EU and Brazil agree on new trade rules

The European Commission and Brazil have agreed on a new regime for imports of salted poultry meat, turkey meat and cooked chicken meat into the EU.

The agreement modifies the current bound tariff rate concessions for these three items, preempting the creation of three new tariff rate quotas.
"I am very pleased with the outcome of these negotiations, which ensures that our interests are safeguarded while at the same time successfully completing the necessary changes to our bound duties for poultry meat in accordance with WTO rules," said Mariann Fischer Boel, EU Commissioner for Agriculture and Rural Development.
For salted poultry meat, currently subject to a bound tariff rate of 15.4% with no volume restrictions, the new concession will provide for a total ceiling of 264,245 tons imported at the same bound rate of 15.4% ad valorem. For greater quantities, the out-of-quota rate will be €1,300/ton. The allocation for Brazil will be 170,807 tons.

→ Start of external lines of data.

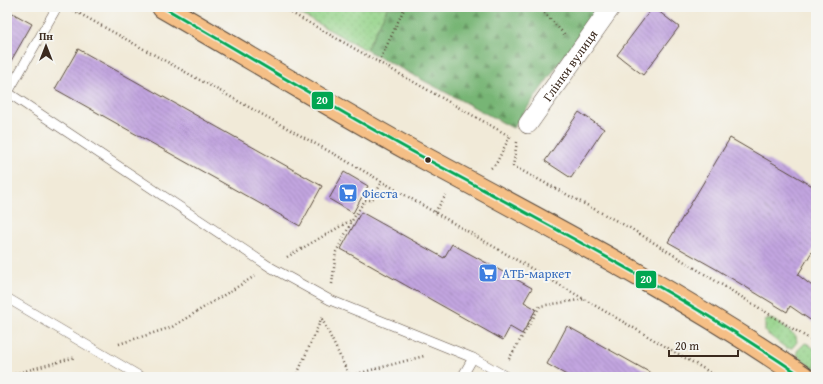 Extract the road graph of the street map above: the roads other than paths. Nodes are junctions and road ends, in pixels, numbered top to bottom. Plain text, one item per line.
1 (57, 7) edge
2 (163, 7) edge
3 (611, 7) edge
4 (8, 93) edge
5 (528, 124) dead end
6 (7, 298) edge
7 (473, 358) junction
8 (504, 375) edge
9 (141, 377) edge
10 (462, 377) edge
11 (803, 377) edge

1 - 4 lane
2 - 11 main road
3 - 5 street, Глінки вулиця
4 - 7 lane
6 - 9 lane
7 - 8 lane
7 - 10 lane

With regard to preparations of turkey meat, at present subject to a bound rate of 8.5% with no restrictions on imported quantities, the new schedule will provide for a ceiling of 103,896 tons imported under the same current bound rate of 8.5% ad valorem. The out-of-quota rate will be €1,024/ton. The quantity allocated to Brazil will be 92,300 tons.

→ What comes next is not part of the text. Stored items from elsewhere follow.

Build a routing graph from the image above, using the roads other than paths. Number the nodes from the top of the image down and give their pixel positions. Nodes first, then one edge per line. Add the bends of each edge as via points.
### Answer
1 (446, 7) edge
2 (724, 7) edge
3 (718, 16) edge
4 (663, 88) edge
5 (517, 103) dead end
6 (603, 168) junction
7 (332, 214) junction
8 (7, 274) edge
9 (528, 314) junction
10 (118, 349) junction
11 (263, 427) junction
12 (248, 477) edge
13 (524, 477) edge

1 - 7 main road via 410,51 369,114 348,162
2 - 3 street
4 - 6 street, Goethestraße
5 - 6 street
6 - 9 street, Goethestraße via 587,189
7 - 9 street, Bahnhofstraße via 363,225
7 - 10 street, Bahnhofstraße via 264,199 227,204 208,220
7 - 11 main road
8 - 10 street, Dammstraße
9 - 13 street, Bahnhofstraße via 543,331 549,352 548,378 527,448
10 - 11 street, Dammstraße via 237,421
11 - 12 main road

For the third product, cooked chicken meat, currently subject to a bound tariff rate of 10.9%, the concession will provide for a total tariff quota of 230,453 tons imported under the same tariff of 10.9% ad valorem. The out-of-quota rate will be €1,024/ton. The volume attributed to Brazil will be 73,000 tons.
The EC notified to the WTO on 15 June 2006 its intention to modify the concessions contained in the EC Schedule for three poultry lines.
The Commission conducted negotiations with WTO Members having negotiating rights: Brazil, for salted poultry meat, turkey meat and cooked chicken meat and Thailand, for salted poultry meat and cooked chicken meat. Negotiations with Thailand are not yet concluded.
When the issue was first raised, Brazil complained that the EU proposal was protectionist.
Meanwhile, Thailand has been busy trying to convince the EU to soften its proposed import quotas. Thai farmers have also protested against the proposal.